Level Definition Response Time
P1 API down, no predictions served Immediate (< 15 min)
P2 Degraded latency or partial failure < 1 hour
P3 Data pipeline failure, no model impact yet < 4 hours
P4 Non-critical warning, cosmetic issues Next business day

Response process

  1. DetectGET /healthcheck/, GET /metrics, GET /monitoring/celery/queues
  2. Diagnose — Prometheus metrics, kubectl logs, queue depth, model_info gauge
  3. Mitigate — restart pod, rollback model alias, clear queue
  4. Resolve — confirm metrics return to baseline
  5. Document — record what happened, what changed


Coverage Matrix

This is the authoritative source of truth for what observability is actually in place today.

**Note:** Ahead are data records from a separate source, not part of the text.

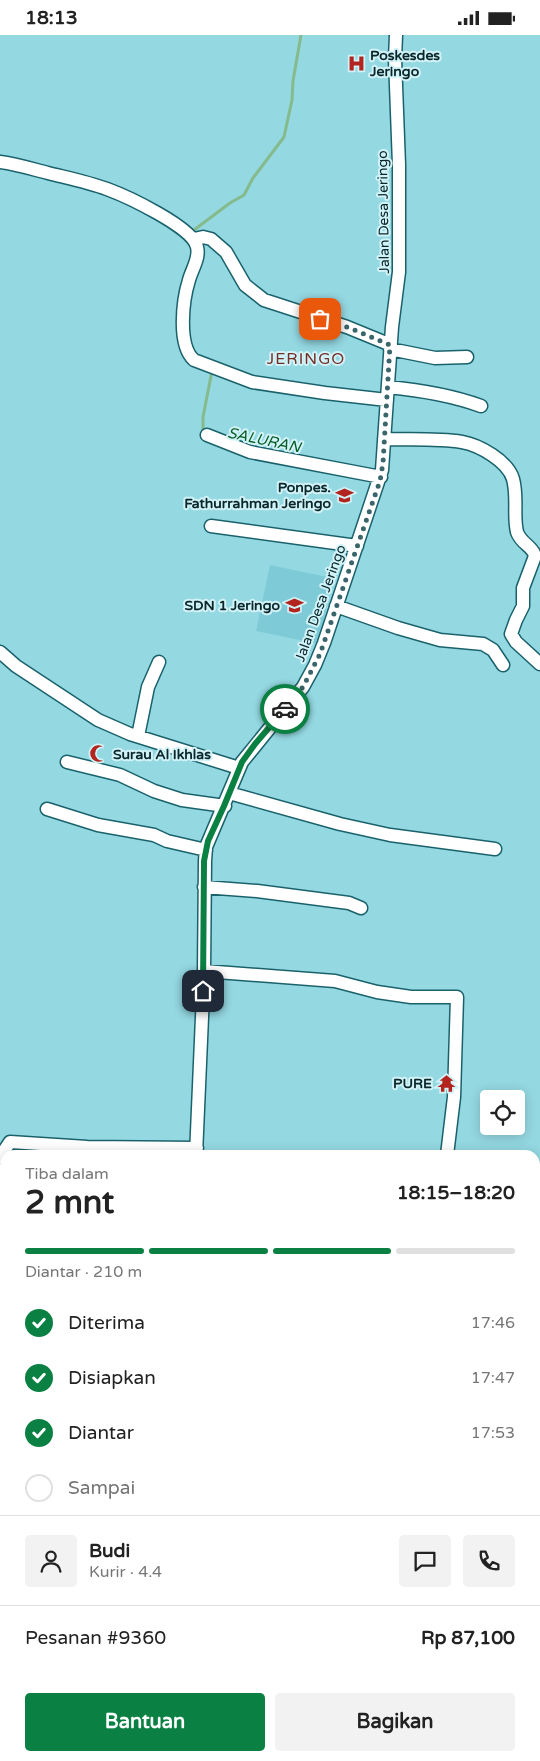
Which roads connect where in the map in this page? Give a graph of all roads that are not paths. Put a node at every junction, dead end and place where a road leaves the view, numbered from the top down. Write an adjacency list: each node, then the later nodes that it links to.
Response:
1 (396, 35): 4 (street, Jalan Desa Jeringo)
2 (0, 162): 3 (street)
3 (194, 239): 4 (street); 6 (street)
4 (390, 347): 5 (street); 6 (street, Jalan Desa Jeringo)
5 (467, 357)
6 (387, 394): 7 (street); 9 (street, Jalan Desa Jeringo)
7 (480, 406)
8 (207, 435): 10 (street)
9 (384, 439): 10 (street, Jalan Desa Jeringo); 17 (street)
10 (381, 477): 12 (street, Jalan Desa Jeringo)
11 (211, 527): 12 (street)
12 (357, 546): 13 (street, Jalan Desa Jeringo)
13 (336, 606): 16 (street); 20 (street, Jalan Desa Jeringo)
14 (0, 653): 18 (street)
15 (159, 662): 18 (street)
16 (502, 665)
17 (540, 665)
18 (138, 736): 20 (street)
19 (66, 763): 22 (street)
20 (240, 768): 21 (street, Jalan Desa Jeringo)
21 (229, 793): 22 (street, Jalan Desa Jeringo); 24 (street)
22 (224, 806): 25 (street, Jalan Desa Jeringo)
23 (47, 809): 25 (street)
24 (495, 849)
25 (206, 850): 26 (street, Jalan Desa Jeringo)
26 (204, 887): 27 (street); 28 (street, Jalan Desa Jeringo)
27 (361, 908)
28 (204, 971): 31 (street, Jalan Desa Jeringo); 32 (street)
29 (4, 1150): 30 (street)
30 (170, 1150)
31 (197, 1150)
32 (448, 1150)

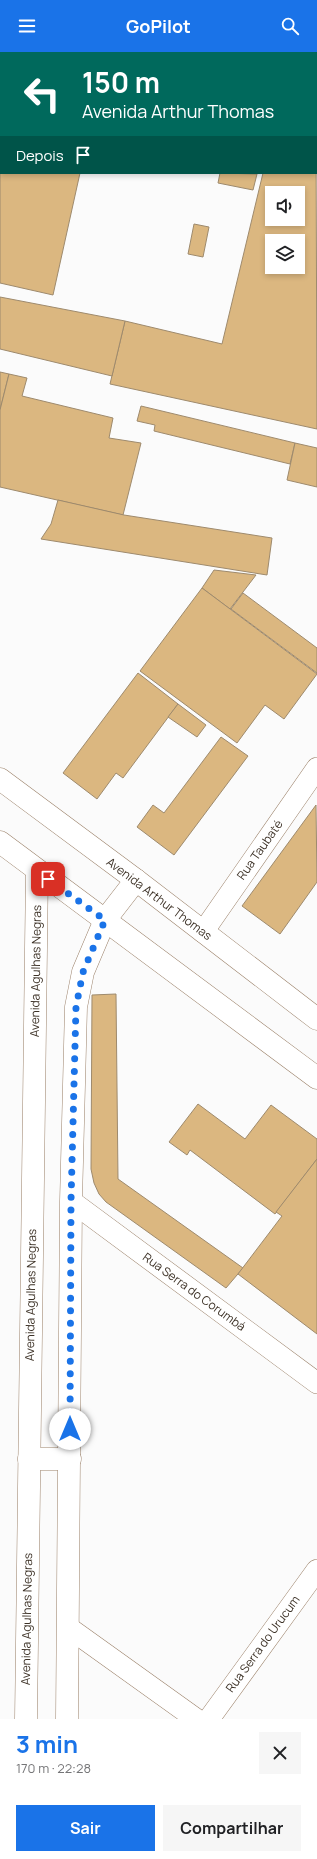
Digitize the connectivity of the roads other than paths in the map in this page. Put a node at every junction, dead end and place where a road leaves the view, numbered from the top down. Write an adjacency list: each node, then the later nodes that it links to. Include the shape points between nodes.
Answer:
1 (317, 768): 9 (street, Rua Taubaté)
2 (0, 779): 4 (street, Avenida Arthur Thomas)
3 (0, 788): 4 (street)
4 (29, 801): 7 (street, Avenida Arthur Thomas)
5 (0, 842): 6 (street)
6 (37, 871): 8 (street); 14 (street, Avenida Agulhas Negras)
7 (136, 880): 8 (street); 9 (street, Avenida Arthur Thomas)
8 (105, 920): 11 (street); 12 (street, via 83,972 76,1007)
9 (203, 932): 10 (street, Avenida Arthur Thomas)
10 (317, 1019)
11 (317, 1078)
12 (71, 1201): 13 (street, Rua Serra do Corumbá); 15 (street)
13 (317, 1383)
14 (29, 1459): 15 (street); 18 (street, Avenida Agulhas Negras)
15 (70, 1459): 17 (street)
16 (317, 1570): 21 (street, Rua Serra do Urucum)
17 (69, 1628): 19 (street); 20 (street)
18 (26, 1719)
19 (67, 1719)
20 (196, 1719)
21 (209, 1719)

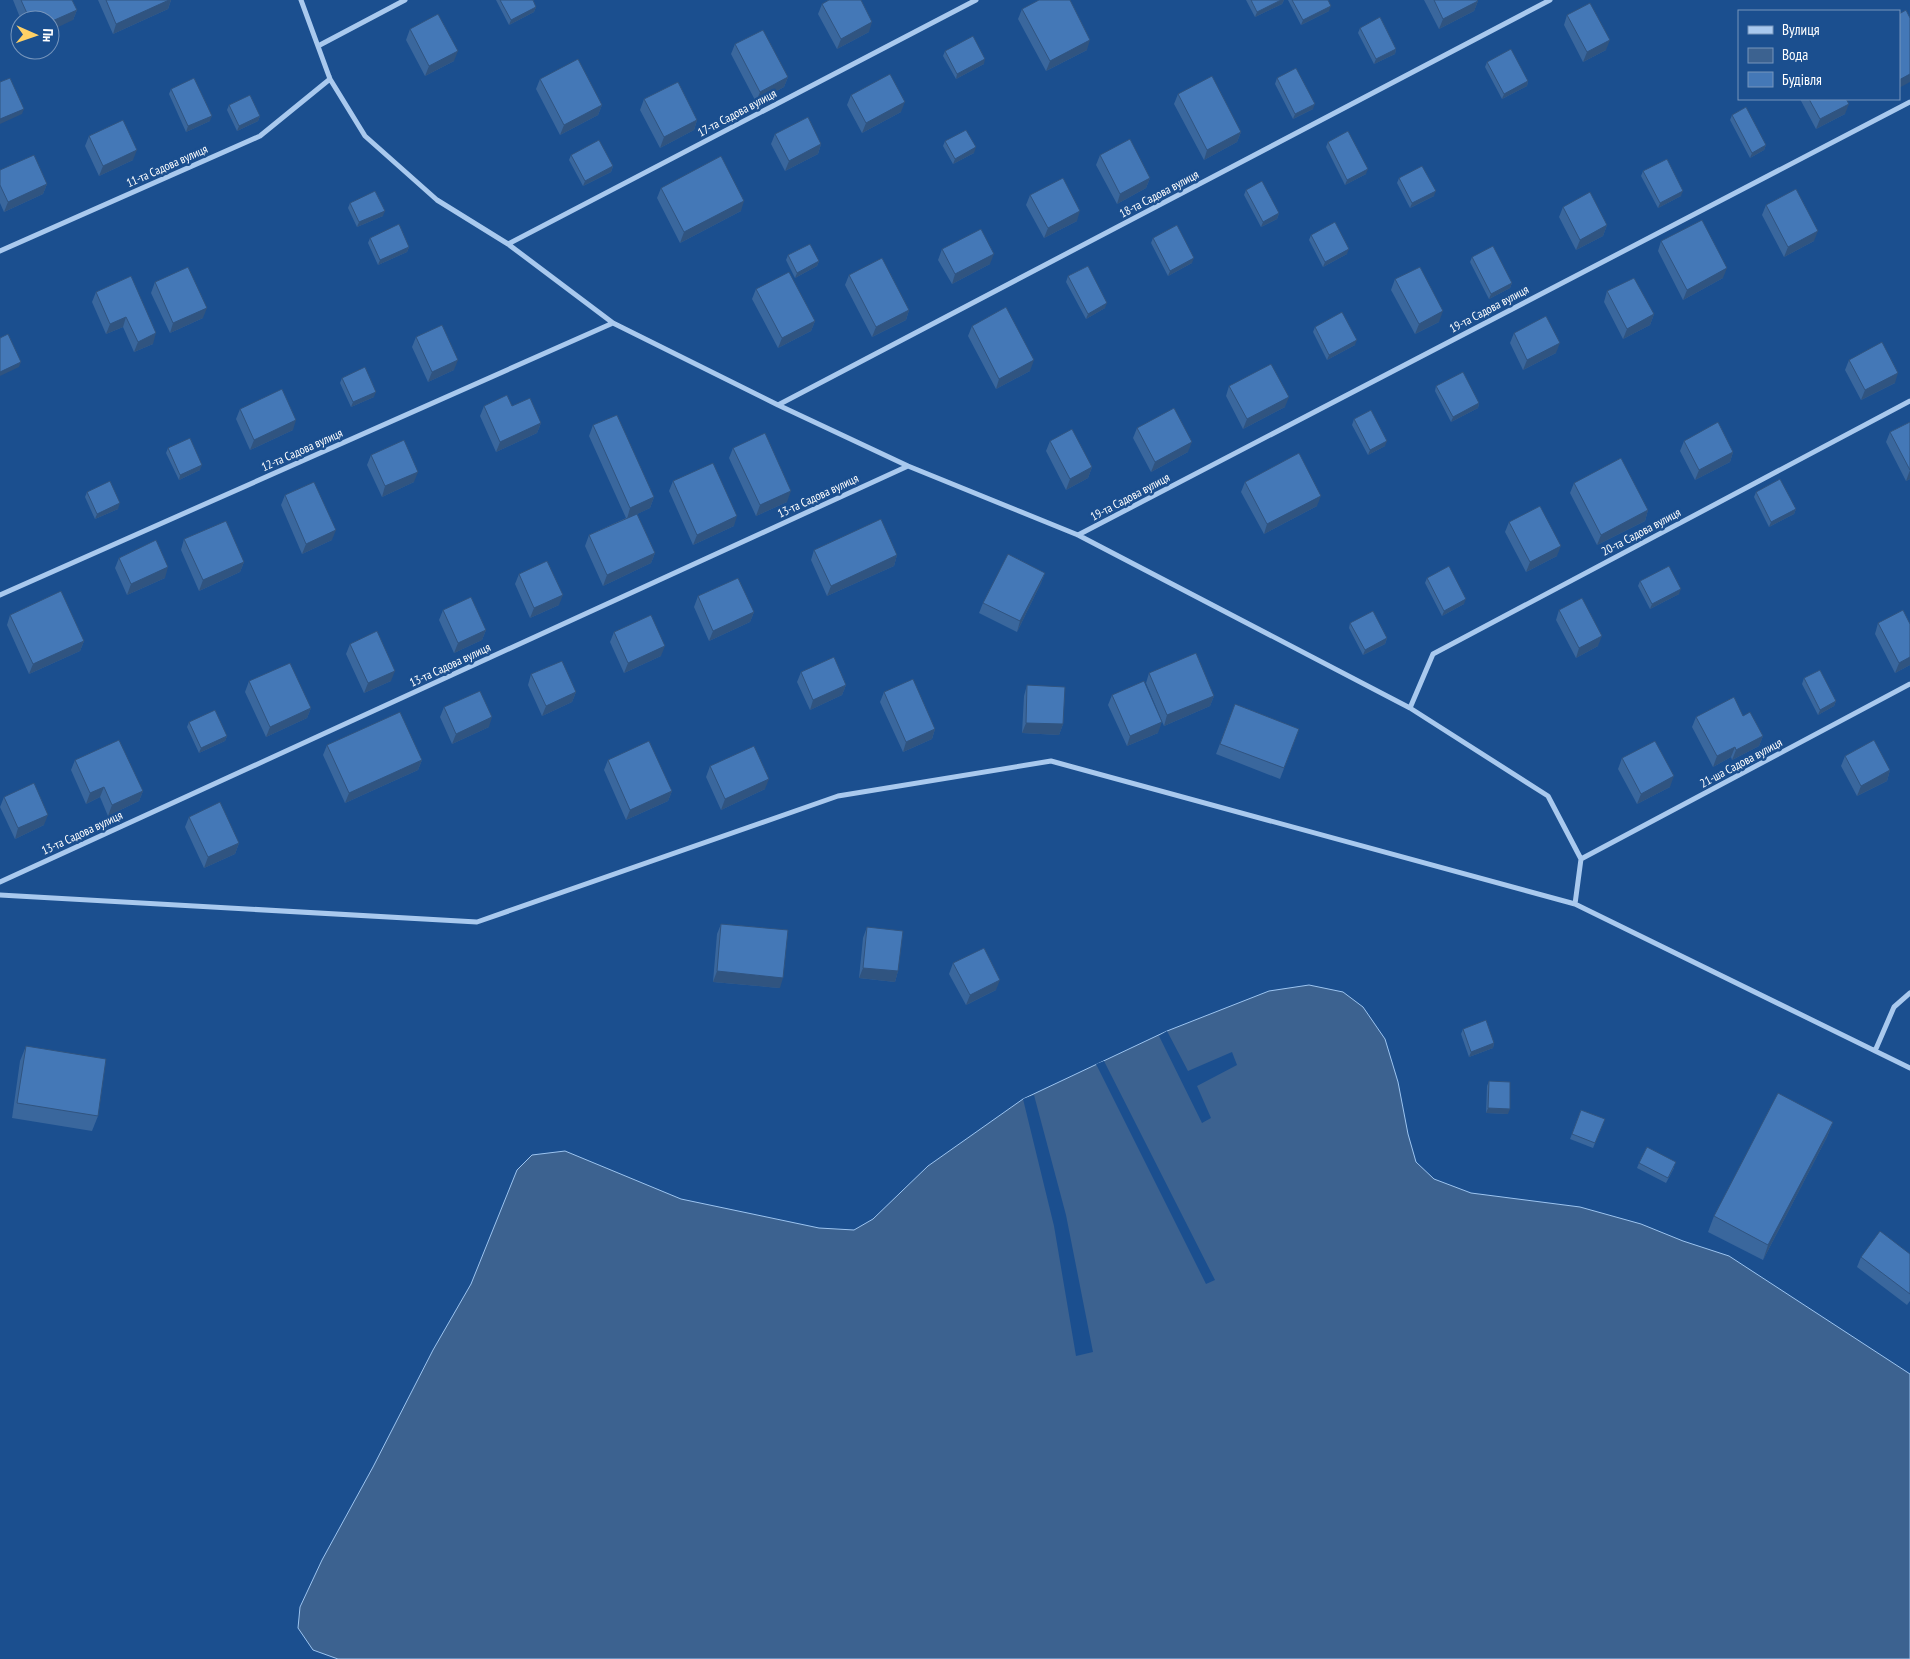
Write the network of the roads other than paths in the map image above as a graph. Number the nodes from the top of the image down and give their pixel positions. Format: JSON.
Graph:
{"nodes":[{"id":1,"x":301,"y":0,"type":"edge"},
{"id":2,"x":405,"y":0,"type":"edge"},
{"id":3,"x":976,"y":0,"type":"edge"},
{"id":4,"x":1550,"y":0,"type":"edge"},
{"id":5,"x":318,"y":46,"type":"junction"},
{"id":6,"x":330,"y":79,"type":"junction"},
{"id":7,"x":1910,"y":102,"type":"edge"},
{"id":8,"x":508,"y":244,"type":"junction"},
{"id":9,"x":0,"y":251,"type":"edge"},
{"id":10,"x":613,"y":323,"type":"junction"},
{"id":11,"x":1910,"y":400,"type":"edge"},
{"id":12,"x":778,"y":406,"type":"junction"},
{"id":13,"x":908,"y":466,"type":"junction"},
{"id":14,"x":1078,"y":535,"type":"junction"},
{"id":15,"x":0,"y":595,"type":"edge"},
{"id":16,"x":1910,"y":684,"type":"edge"},
{"id":17,"x":1410,"y":708,"type":"junction"},
{"id":18,"x":1581,"y":859,"type":"junction"},
{"id":19,"x":0,"y":882,"type":"edge"},
{"id":20,"x":0,"y":895,"type":"edge"},
{"id":21,"x":1575,"y":904,"type":"junction"},
{"id":22,"x":1910,"y":993,"type":"edge"},
{"id":23,"x":1875,"y":1052,"type":"junction"},
{"id":24,"x":1910,"y":1068,"type":"edge"}],
"edges":[{"from":1,"to":5,"type":"street"},
{"from":2,"to":5,"type":"street"},
{"from":3,"to":8,"type":"street","name":"17-та Садова вулиця"},
{"from":4,"to":12,"type":"street","name":"18-та Садова вулиця"},
{"from":5,"to":6,"type":"street"},
{"from":6,"to":8,"type":"street"},
{"from":6,"to":9,"type":"street","name":"11-та Садова вулиця"},
{"from":7,"to":14,"type":"street","name":"19-та Садова вулиця"},
{"from":8,"to":10,"type":"street"},
{"from":10,"to":12,"type":"street"},
{"from":10,"to":15,"type":"street","name":"12-та Садова вулиця"},
{"from":11,"to":17,"type":"street","name":"20-та Садова вулиця"},
{"from":12,"to":13,"type":"street"},
{"from":13,"to":14,"type":"street"},
{"from":13,"to":19,"type":"street","name":"13-та Садова вулиця"},
{"from":14,"to":17,"type":"street"},
{"from":16,"to":18,"type":"street","name":"21-ша Садова вулиця"},
{"from":17,"to":18,"type":"street"},
{"from":18,"to":21,"type":"street"},
{"from":20,"to":21,"type":"street"},
{"from":21,"to":23,"type":"street"},
{"from":22,"to":23,"type":"street"},
{"from":23,"to":24,"type":"street"}]}
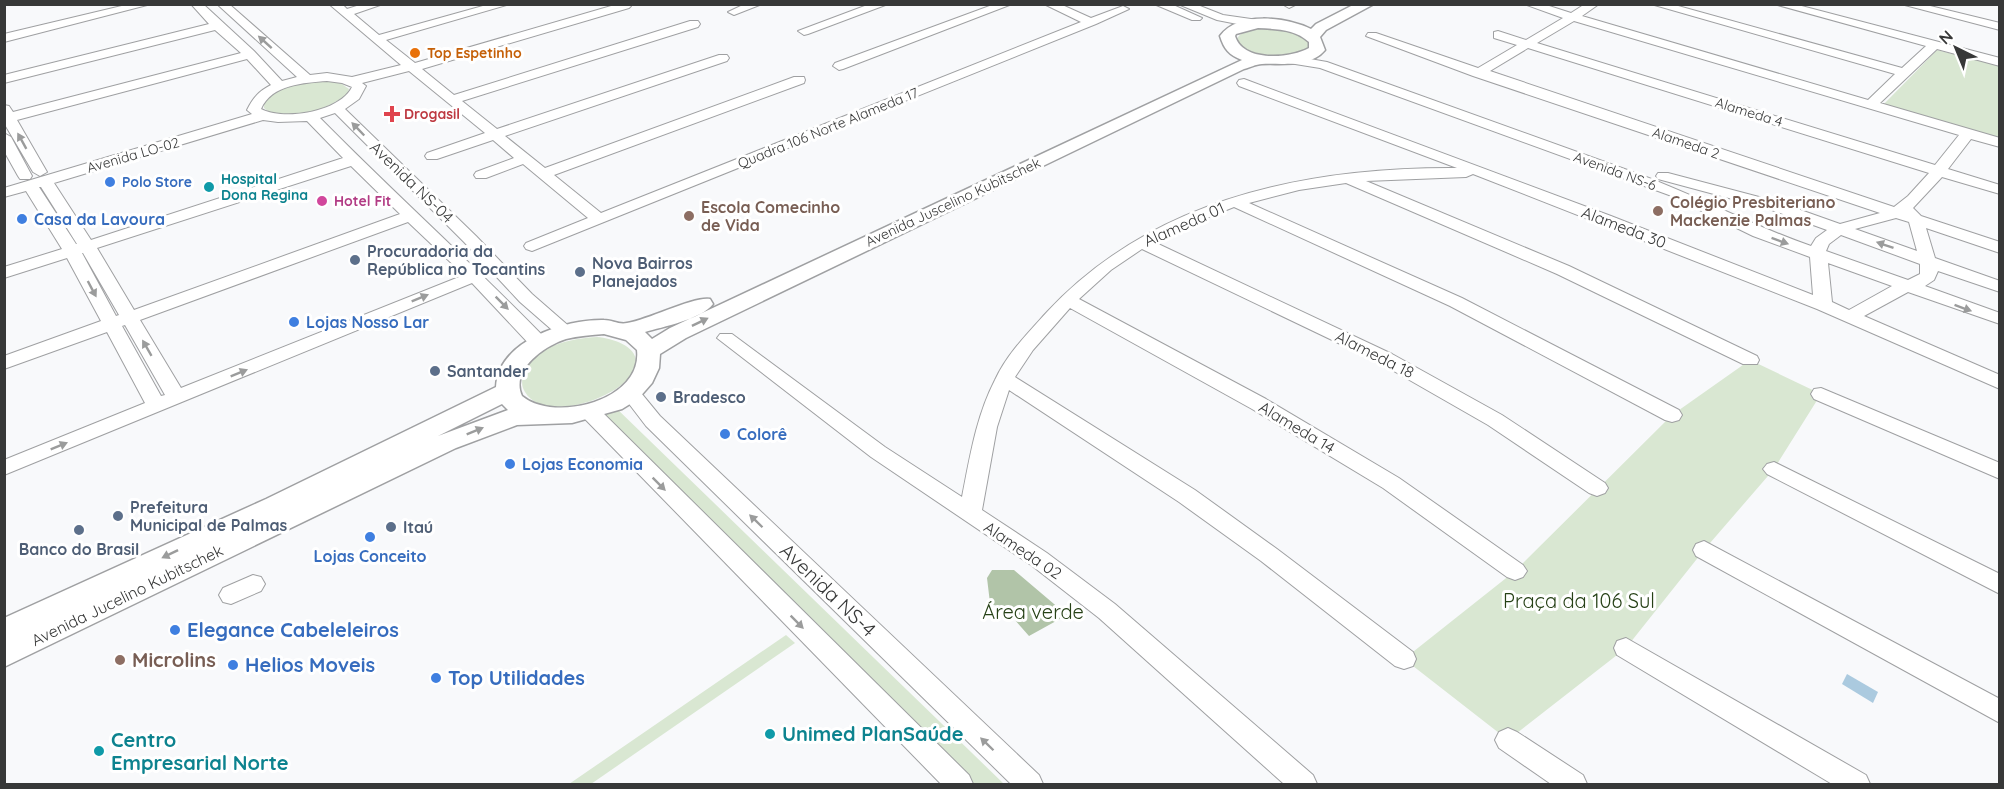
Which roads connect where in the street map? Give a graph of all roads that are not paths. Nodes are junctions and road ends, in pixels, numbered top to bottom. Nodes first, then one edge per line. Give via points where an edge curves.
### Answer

Last updated: May 27, 2026

Layer Tool Status What it covers
API request rate Prometheus middleware ✅ Implemented http_requests_total counter
API latency Prometheus histogram ✅ Implemented http_request_duration_seconds
Prediction volume Prometheus counter ✅ Implemented prediction_requests_total
Prediction latency Prometheus histogram ✅ Implemented prediction_duration_seconds
Inference latency (worker) Prometheus histogram ✅ Implemented inference_duration_seconds
Prediction confidence distribution Prometheus histogram ✅ Implemented prediction_confidence
Model metadata Prometheus gauge ✅ Implemented model_info (name, version, stage labels)
Model load timestamp Prometheus gauge ✅ Implemented model_registered_at_seconds
Feature drift score Prometheus gauge ✅ Implemented model_feature_drift_score — refreshed by GET /monitoring/drift
Celery queue depth GET /monitoring/celery/queues ✅ Implemented Per-queue message count (REST only, not Prometheus-scraped)
Celery active workers GET /monitoring/celery/workers ✅ Implemented Worker ping status (REST only)
Task status polling GET /monitoring/task_status/{id} ✅ Implemented Celery result backend
Service liveness GET /healthcheck/ ✅ Implemented Memory + status
Feature drift (Evidently) DVC stage + Airflow DAG + REST ✅ Implemented src/pipelines/monitor_drift.py; GET /monitoring/drift; model_feature_drift_score gauge
ML quality metrics (rolling) Airflow DAG + node-exporter ✅ Implemented soccer_ml_monitor_quality_01 DAG; log-loss, ECE, hit-rate
Grafana dashboards Grafana ✅ Implemented Two dashboards in SoccerPredictAI folder deployed
AlertManager alert rules AlertManager 📋 Planned No active rules or notification channels yet
PostgreSQL metrics pg_exporter 📋 Planned Not yet configured
Prediction drift (Evidently) Evidently 📋 Planned Requires ground truth feedback loop
Model performance monitoring MLflow + Evidently 📋 Planned Ground truth lag ~90 min after match
Alerting rules (AlertManager) AlertManager 📋 Planned Runbooks written; rules not deployed
Log aggregation ELK / Loki 📋 Planned stdout today

Gaps and planned work

Priority 1 (next sprint): - Deploy Grafana with a soccer-api dashboard (data is already being collected). - Configure AlertManager rule for model_info == 0 (model not loaded).

Priority 2: - Integrate Evidently for feature drift detection (offline batch report first). - Add pg_exporter sidecar for PostgreSQL query latency.

Priority 3: - Real-time ground truth feedback loop (match result arrives ~90 min after KO). - Automated retraining trigger on confirmed drift signal.